_Exercise prompt_. Would you please copy each line of the data in which the string "dead" occurs?

_Extracted material_.
================================
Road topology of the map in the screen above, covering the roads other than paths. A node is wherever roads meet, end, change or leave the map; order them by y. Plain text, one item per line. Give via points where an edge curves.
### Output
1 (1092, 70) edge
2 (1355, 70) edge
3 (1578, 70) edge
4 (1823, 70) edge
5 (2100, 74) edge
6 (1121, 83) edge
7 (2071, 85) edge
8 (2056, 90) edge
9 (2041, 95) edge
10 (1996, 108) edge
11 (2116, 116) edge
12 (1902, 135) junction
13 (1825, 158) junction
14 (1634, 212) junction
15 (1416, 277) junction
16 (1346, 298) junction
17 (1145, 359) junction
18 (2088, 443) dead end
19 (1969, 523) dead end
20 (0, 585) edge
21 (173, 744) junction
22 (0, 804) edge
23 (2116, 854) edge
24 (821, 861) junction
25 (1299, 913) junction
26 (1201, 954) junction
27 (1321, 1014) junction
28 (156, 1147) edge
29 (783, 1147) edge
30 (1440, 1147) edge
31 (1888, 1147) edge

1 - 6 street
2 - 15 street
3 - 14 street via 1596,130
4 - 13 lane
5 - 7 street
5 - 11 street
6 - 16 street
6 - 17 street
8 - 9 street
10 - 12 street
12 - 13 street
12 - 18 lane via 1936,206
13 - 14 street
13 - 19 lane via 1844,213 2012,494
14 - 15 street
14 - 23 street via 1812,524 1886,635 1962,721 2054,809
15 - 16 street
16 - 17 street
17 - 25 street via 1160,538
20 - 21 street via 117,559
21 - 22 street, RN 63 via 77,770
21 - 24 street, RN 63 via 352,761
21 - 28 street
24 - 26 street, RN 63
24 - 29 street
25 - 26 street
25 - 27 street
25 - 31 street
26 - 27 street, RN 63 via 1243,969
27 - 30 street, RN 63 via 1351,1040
================================
_Response_.
18 (2088, 443) dead end
19 (1969, 523) dead end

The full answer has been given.